Instructions for the task:
From the entries below, copy every line where the string "Margaret" appears.

Data extracted from a collection:

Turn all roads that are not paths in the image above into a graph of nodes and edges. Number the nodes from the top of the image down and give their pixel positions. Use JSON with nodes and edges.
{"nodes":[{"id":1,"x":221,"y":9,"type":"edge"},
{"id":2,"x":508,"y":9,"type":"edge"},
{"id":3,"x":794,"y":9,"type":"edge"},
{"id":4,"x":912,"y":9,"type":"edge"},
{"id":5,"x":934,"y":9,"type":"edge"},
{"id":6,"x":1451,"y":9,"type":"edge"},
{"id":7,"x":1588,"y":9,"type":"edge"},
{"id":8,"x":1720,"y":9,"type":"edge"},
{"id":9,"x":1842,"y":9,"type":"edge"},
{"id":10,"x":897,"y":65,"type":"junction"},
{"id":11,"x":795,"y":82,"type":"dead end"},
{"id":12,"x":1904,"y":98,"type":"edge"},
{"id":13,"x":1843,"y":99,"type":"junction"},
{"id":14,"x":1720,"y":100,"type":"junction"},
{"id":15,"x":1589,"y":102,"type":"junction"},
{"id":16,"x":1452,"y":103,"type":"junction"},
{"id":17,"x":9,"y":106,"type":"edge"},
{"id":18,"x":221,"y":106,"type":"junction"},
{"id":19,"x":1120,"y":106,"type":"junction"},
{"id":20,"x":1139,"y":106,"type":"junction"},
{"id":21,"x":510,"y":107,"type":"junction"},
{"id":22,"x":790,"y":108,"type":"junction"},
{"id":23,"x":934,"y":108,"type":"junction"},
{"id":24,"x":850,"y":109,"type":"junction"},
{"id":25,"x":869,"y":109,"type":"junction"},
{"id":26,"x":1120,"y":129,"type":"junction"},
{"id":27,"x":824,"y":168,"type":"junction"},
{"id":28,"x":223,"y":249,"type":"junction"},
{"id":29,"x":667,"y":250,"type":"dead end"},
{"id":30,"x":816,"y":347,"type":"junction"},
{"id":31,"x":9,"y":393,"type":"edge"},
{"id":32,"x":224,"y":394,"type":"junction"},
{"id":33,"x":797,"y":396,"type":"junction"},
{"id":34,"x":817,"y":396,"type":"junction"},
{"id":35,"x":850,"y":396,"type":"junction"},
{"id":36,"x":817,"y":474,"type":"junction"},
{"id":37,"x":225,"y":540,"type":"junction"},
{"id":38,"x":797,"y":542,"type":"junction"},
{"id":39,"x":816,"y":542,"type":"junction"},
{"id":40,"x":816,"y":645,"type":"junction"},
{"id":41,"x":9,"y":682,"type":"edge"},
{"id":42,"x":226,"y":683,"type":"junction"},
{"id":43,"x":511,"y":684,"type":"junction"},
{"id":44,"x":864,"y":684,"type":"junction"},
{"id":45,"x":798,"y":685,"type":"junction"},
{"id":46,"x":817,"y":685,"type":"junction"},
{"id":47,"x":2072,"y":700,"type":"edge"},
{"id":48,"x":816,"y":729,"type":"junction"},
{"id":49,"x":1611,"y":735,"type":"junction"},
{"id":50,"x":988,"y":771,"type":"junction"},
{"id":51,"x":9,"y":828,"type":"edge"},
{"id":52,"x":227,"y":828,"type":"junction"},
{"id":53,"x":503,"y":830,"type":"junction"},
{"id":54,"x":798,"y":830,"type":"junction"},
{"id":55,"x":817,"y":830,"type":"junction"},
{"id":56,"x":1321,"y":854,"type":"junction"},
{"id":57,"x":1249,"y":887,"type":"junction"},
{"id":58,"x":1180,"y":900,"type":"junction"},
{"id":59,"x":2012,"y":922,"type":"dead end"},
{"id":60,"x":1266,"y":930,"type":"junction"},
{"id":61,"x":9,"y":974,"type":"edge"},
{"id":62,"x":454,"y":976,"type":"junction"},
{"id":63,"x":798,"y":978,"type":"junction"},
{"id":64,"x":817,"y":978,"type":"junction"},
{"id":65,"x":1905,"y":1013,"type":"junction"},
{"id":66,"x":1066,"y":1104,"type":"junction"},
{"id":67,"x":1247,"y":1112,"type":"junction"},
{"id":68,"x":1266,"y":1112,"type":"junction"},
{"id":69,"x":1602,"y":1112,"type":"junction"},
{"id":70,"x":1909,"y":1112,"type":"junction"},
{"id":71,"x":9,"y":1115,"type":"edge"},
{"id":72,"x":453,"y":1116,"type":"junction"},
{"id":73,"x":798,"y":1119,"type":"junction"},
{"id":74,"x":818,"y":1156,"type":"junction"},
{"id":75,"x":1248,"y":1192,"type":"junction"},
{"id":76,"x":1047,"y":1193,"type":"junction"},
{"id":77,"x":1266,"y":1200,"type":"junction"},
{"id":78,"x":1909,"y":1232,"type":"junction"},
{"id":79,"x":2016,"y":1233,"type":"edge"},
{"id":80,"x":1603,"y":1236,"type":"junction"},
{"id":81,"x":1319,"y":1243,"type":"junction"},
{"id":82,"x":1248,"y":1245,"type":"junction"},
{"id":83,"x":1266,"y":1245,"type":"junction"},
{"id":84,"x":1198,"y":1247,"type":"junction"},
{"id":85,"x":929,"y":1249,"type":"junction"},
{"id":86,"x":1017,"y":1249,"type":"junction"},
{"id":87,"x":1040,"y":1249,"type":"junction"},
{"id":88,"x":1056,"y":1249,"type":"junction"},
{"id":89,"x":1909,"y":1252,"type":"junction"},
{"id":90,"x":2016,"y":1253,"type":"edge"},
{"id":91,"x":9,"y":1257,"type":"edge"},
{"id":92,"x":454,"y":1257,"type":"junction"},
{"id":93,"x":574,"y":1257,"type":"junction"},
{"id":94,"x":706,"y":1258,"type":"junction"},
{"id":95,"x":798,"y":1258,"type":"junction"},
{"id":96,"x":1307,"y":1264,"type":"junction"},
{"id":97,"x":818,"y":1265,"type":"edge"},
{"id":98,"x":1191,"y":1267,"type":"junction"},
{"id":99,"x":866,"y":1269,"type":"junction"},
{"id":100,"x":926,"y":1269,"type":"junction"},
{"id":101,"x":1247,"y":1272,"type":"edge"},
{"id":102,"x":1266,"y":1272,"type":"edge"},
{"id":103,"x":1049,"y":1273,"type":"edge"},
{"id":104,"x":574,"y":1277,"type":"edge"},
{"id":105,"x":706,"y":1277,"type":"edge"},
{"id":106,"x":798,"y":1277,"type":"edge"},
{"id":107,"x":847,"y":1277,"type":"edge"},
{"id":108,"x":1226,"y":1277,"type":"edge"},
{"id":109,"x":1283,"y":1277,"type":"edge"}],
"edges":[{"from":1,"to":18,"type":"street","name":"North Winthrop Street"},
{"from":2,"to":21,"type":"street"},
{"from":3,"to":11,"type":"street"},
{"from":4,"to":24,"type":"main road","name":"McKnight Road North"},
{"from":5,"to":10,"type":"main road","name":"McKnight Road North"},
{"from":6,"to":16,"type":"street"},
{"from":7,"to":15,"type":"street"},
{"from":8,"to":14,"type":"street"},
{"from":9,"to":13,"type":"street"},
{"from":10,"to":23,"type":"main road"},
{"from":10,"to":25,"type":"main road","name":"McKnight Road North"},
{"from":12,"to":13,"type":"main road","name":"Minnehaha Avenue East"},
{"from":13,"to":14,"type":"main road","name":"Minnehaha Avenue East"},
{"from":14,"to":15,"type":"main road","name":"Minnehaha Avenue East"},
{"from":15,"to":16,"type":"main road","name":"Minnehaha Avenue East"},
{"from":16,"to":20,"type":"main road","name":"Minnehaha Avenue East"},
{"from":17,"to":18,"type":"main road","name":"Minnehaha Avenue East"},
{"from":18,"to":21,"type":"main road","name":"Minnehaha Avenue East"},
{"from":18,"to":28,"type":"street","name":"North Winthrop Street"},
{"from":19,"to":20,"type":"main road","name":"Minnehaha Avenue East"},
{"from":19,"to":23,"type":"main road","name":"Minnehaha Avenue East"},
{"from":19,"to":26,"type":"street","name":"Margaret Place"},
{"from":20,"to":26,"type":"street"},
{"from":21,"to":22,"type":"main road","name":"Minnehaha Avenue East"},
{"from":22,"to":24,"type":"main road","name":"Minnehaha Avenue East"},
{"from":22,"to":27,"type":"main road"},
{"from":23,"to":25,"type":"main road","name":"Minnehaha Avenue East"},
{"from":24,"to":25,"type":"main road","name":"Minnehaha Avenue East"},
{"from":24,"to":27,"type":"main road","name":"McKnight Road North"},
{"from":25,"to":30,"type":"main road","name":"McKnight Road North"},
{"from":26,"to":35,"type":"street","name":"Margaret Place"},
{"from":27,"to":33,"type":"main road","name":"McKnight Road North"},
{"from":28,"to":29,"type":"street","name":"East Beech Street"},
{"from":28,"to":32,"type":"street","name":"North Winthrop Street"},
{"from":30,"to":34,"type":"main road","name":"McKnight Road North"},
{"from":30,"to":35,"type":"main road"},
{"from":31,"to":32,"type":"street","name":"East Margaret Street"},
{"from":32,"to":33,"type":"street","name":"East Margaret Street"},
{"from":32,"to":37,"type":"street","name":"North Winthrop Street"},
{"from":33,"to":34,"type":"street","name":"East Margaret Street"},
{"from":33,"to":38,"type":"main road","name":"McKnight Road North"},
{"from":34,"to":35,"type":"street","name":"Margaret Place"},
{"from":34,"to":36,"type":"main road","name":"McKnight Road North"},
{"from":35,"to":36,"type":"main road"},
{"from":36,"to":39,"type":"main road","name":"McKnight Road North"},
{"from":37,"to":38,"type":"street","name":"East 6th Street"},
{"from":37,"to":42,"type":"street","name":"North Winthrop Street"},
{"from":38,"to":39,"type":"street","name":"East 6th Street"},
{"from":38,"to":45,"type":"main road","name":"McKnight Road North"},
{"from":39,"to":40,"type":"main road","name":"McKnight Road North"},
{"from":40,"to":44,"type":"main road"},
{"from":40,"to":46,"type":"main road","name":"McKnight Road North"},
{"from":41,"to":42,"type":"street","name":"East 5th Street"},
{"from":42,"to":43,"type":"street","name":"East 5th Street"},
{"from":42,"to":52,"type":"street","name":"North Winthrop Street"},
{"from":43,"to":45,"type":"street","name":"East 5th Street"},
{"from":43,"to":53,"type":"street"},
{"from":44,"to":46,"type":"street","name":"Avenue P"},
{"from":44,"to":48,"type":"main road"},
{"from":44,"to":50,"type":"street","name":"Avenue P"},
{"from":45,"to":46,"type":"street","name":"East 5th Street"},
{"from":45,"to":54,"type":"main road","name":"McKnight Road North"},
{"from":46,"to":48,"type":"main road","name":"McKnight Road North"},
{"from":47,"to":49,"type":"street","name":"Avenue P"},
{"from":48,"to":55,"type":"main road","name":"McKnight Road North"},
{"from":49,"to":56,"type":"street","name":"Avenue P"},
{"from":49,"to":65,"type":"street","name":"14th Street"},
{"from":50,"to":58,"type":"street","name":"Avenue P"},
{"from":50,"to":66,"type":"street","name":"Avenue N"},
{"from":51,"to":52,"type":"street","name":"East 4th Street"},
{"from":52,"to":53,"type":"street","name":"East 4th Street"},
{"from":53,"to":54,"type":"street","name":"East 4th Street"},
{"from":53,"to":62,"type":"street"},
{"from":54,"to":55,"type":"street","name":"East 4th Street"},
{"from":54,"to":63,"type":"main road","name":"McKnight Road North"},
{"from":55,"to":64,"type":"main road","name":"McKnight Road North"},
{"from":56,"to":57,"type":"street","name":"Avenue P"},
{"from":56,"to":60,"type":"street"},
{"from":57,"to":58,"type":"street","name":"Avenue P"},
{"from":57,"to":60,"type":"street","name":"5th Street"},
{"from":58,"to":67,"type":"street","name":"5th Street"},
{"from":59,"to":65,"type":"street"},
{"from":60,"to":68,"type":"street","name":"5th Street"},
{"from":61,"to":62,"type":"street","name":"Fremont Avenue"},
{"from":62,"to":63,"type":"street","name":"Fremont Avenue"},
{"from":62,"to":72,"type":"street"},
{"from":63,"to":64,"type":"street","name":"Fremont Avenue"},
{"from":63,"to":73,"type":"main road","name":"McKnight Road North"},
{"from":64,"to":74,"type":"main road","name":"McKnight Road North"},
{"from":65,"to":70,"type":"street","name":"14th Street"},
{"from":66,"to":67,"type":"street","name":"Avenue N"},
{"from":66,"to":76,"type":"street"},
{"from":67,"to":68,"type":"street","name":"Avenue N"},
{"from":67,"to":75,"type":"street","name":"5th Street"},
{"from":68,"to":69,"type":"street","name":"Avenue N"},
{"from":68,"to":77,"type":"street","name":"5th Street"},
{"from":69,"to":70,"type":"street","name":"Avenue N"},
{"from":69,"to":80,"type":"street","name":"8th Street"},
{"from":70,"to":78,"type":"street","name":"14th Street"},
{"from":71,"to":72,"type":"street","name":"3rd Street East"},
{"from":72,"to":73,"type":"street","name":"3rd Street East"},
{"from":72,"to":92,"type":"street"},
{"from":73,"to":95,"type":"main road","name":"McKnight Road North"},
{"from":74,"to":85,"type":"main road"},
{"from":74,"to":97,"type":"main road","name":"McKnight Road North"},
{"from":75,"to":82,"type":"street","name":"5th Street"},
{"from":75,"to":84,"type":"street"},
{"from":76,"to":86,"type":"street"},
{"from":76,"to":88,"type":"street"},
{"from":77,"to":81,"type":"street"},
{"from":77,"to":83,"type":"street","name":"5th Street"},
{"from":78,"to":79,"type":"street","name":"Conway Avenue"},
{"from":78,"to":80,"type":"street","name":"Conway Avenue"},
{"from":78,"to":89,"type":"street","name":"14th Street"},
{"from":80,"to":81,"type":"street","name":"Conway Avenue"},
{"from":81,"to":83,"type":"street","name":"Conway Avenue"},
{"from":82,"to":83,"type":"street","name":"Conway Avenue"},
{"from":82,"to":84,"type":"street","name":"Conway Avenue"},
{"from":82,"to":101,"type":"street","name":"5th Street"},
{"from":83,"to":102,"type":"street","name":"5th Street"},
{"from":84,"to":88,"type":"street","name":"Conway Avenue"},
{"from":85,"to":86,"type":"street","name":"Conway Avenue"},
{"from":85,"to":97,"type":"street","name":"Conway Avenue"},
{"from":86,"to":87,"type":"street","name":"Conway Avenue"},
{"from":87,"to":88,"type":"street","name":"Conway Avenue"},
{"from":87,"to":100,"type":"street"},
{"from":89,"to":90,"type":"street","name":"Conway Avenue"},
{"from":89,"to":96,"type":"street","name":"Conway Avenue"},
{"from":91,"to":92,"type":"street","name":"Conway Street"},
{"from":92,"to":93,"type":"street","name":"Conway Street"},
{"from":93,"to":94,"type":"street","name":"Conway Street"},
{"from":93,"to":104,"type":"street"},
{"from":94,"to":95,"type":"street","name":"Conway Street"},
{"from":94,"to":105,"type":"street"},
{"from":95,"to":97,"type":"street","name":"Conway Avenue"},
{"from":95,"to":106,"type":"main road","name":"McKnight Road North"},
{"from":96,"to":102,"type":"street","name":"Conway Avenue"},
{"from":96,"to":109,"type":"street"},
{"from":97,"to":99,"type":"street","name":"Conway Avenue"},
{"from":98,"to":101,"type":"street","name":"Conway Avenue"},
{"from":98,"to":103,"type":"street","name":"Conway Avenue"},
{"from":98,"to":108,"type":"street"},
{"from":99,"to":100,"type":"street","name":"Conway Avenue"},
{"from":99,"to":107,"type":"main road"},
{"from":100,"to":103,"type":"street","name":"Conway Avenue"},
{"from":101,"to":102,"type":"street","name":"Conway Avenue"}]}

Output of the task:
{"from":19,"to":26,"type":"street","name":"Margaret Place"},
{"from":26,"to":35,"type":"street","name":"Margaret Place"},
{"from":31,"to":32,"type":"street","name":"East Margaret Street"},
{"from":32,"to":33,"type":"street","name":"East Margaret Street"},
{"from":33,"to":34,"type":"street","name":"East Margaret Street"},
{"from":34,"to":35,"type":"street","name":"Margaret Place"},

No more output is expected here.